■ **DIRECTIONS FOR THIS TASK**: Give a faithful, exact copy of all entries, minus the images.

(Saved data entries)
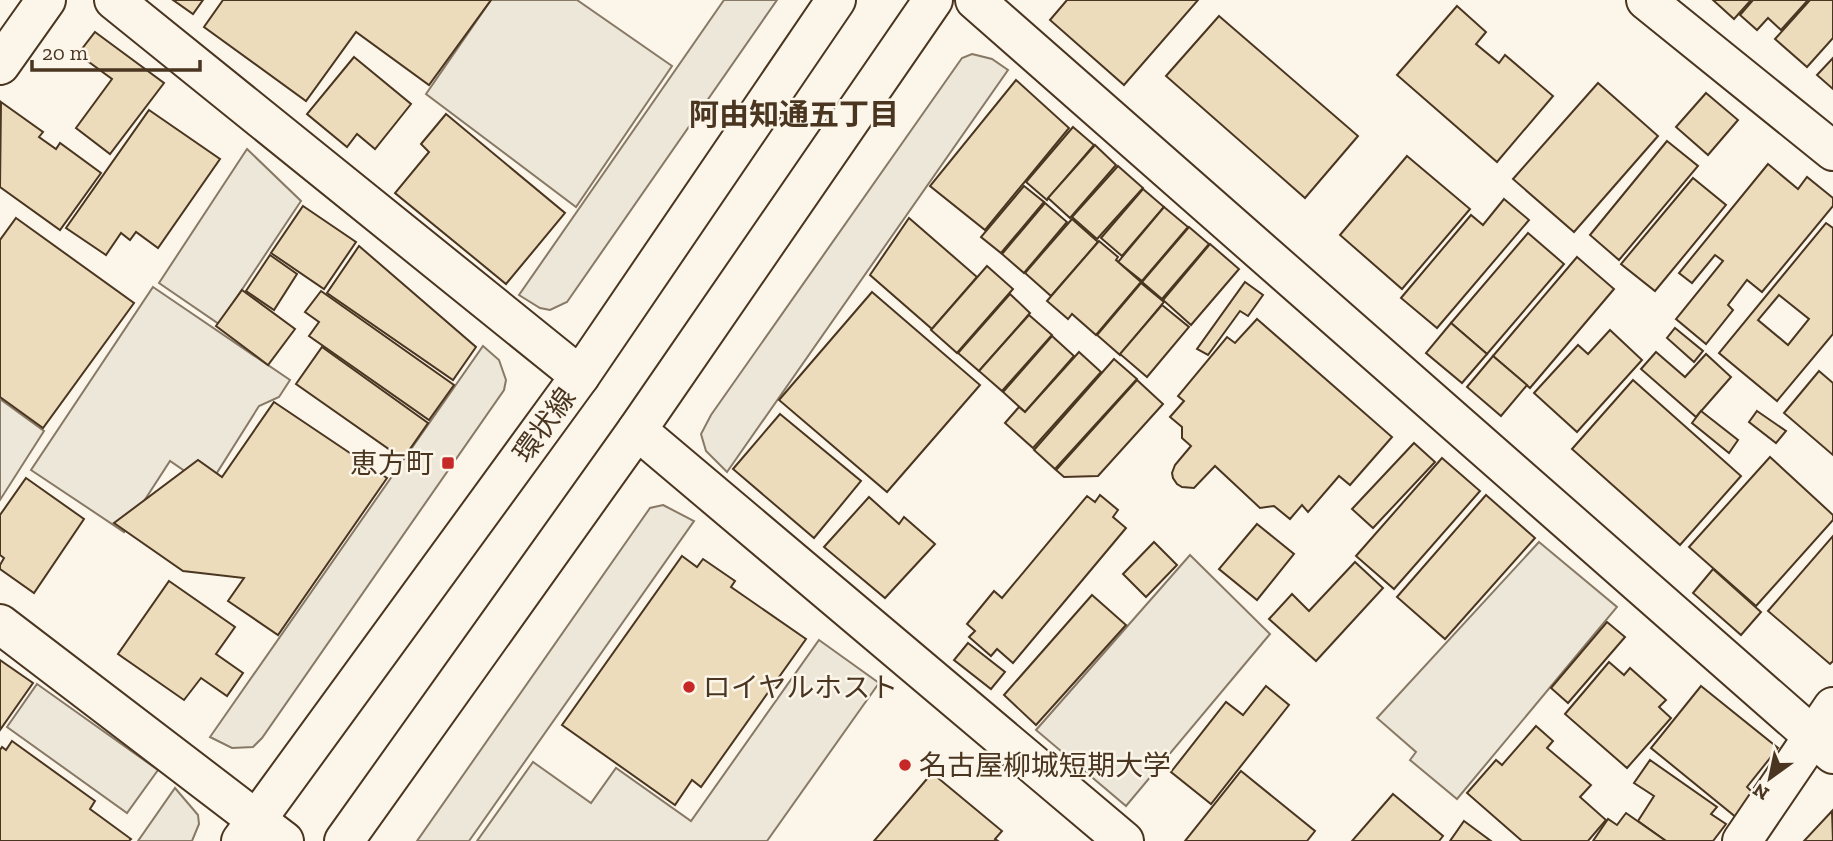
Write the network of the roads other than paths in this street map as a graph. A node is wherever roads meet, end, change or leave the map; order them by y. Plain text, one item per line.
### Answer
1 (46, 0) edge
2 (114, 0) edge
3 (836, 0) edge
4 (933, 0) edge
5 (975, 0) edge
6 (1646, 0) edge
7 (0, 65) edge
8 (1833, 151) edge
9 (580, 376) junction
10 (637, 430) junction
11 (0, 624) edge
12 (1826, 732) edge
13 (260, 834) edge
14 (344, 841) edge
15 (1124, 841) edge
16 (1742, 841) edge

1 - 7 street
2 - 9 street
3 - 9 street, 環状線
4 - 10 street
5 - 12 street
6 - 8 street
9 - 13 street, 環状線
10 - 14 street
10 - 15 street
11 - 13 street
12 - 16 street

■ **RESULT FOR THIS EXERCISE**:
Write the network of the roads other than paths in this street map as a graph. A node is wherever roads meet, end, change or leave the map; order them by y. Plain text, one item per line.
### Answer
1 (46, 0) edge
2 (114, 0) edge
3 (836, 0) edge
4 (933, 0) edge
5 (975, 0) edge
6 (1646, 0) edge
7 (0, 65) edge
8 (1833, 151) edge
9 (580, 376) junction
10 (637, 430) junction
11 (0, 624) edge
12 (1826, 732) edge
13 (260, 834) edge
14 (344, 841) edge
15 (1124, 841) edge
16 (1742, 841) edge

1 - 7 street
2 - 9 street
3 - 9 street, 環状線
4 - 10 street
5 - 12 street
6 - 8 street
9 - 13 street, 環状線
10 - 14 street
10 - 15 street
11 - 13 street
12 - 16 street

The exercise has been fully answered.